Contrastive Sequential-Diffusion Learning: Non-linear and Multi-Scene Instructional Video Synthesis
Vasco Ramos, Yonatan Bitton, Michal Yarom, Idan Szpektor, Joao Magalhaes
TL;DR
CoSeD tackles non-linear, multi-scene instructional video synthesis by grounding each new scene in the most coherent prior context through a contrastive sequential diffusion framework. It blends sequential language conditioning, denoising conditioning, and a contrastive multi-scene selection that leverages CLIP-based text and vision embeddings to select the most coherent scene across the task sequence. The approach demonstrates strong improvements in semantic and sequence consistency, with competitive or superior performance on automatic CLIP metrics and favorable human evaluations compared to strong baselines.

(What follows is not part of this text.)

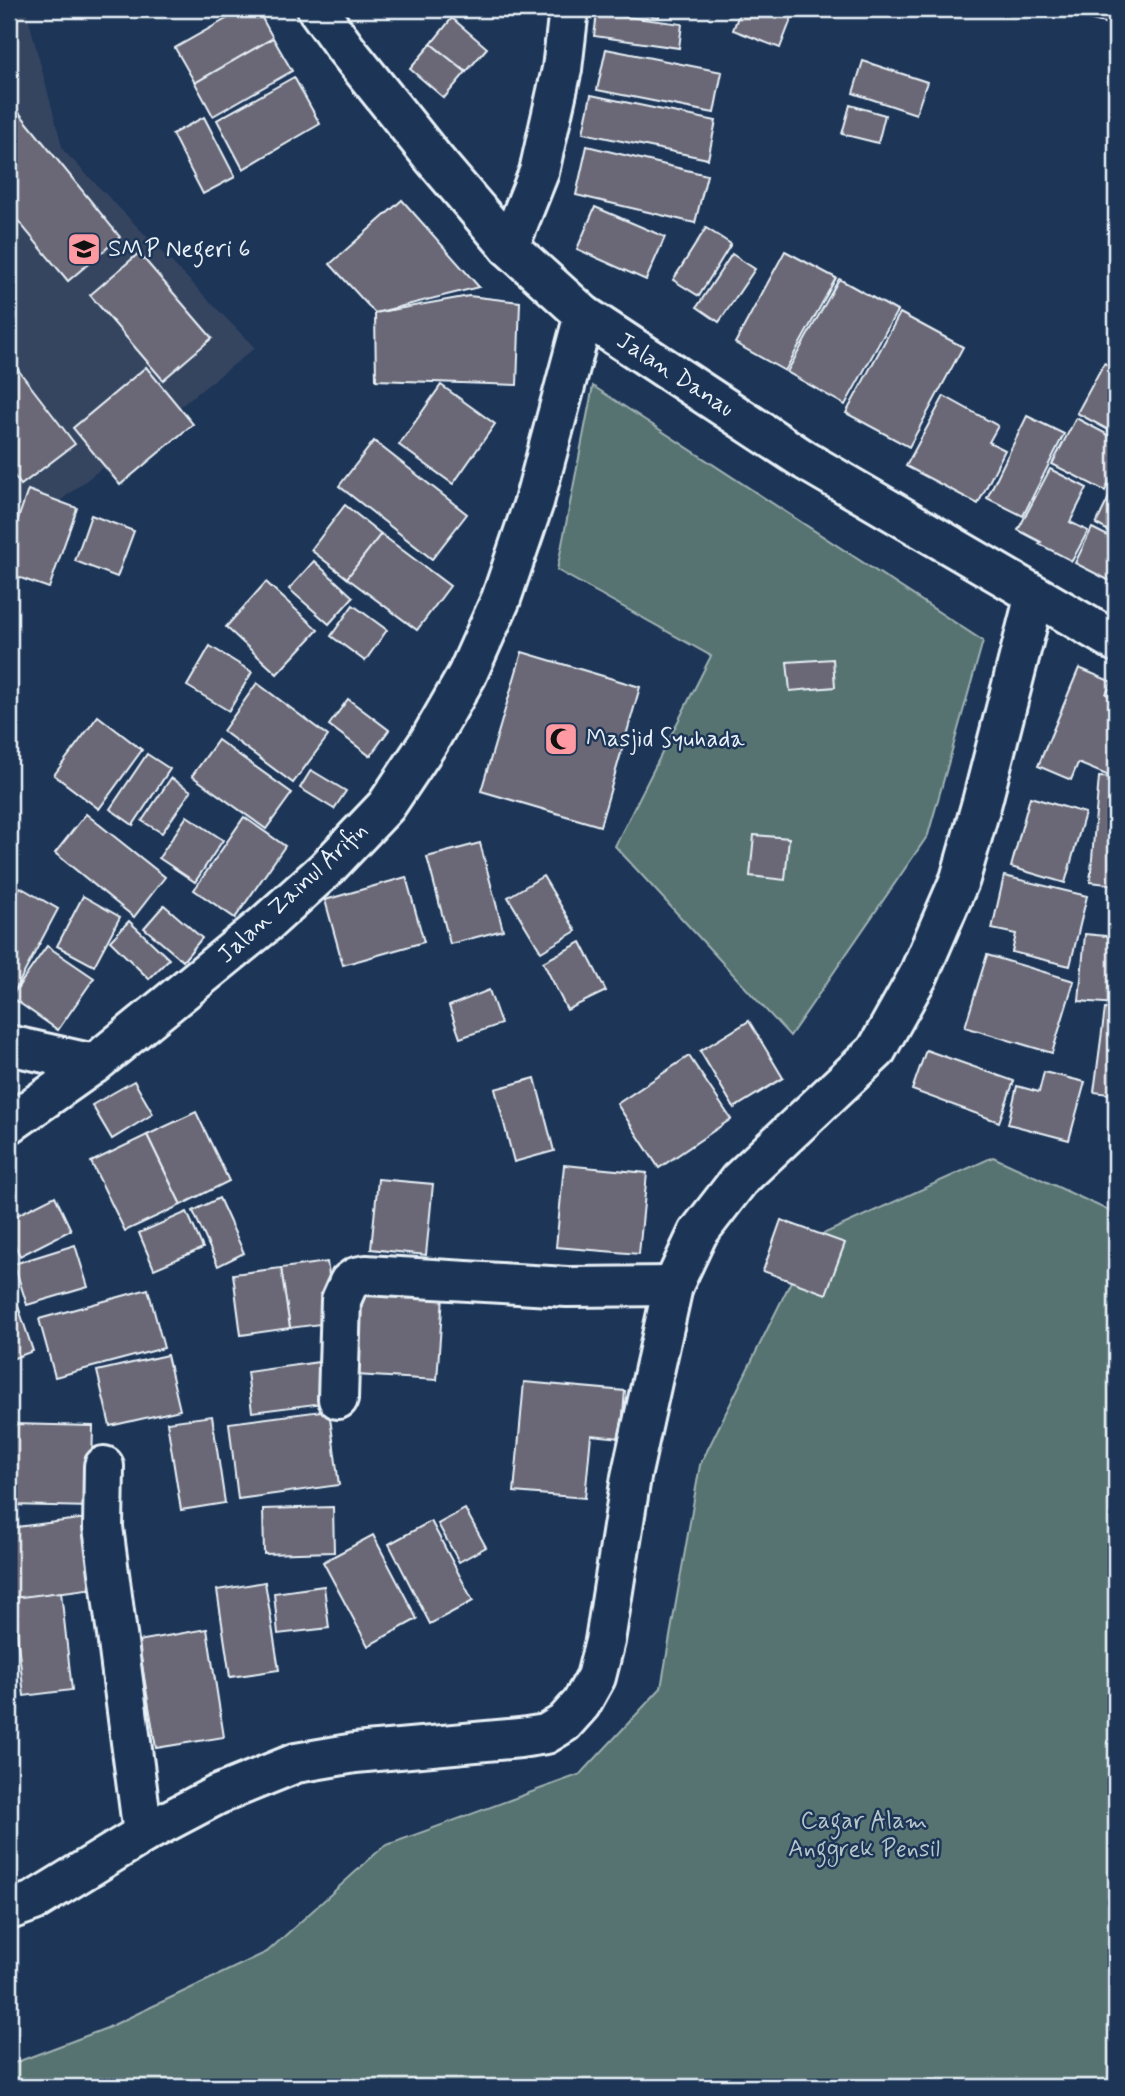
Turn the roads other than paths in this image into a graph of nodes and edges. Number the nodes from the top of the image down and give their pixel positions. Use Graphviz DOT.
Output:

The method remains compact and adaptable, enabling efficient training and fine-tuning across domains, and it supports non-linear task structures that reflect real-world instructional sequences.
Abstract
Generated video scenes for action-centric sequence descriptions, such as recipe instructions and do-it-yourself projects, often include non-linear patterns, where the next video may need to be visually consistent not with the immediately preceding video but with earlier ones. Current multi-scene video synthesis approaches fail to meet these consistency requirements. To address this, we propose a contrastive sequential video diffusion method that selects the most suitable previously generated scene to guide and condition the denoising process of the next scene. The result is a multi-scene video that is grounded in the scene descriptions and coherent w.r.t. the scenes that require visual consistency. Experiments with action-centered data from the real world demonstrate the practicality and improved consistency of our model compared to previous work.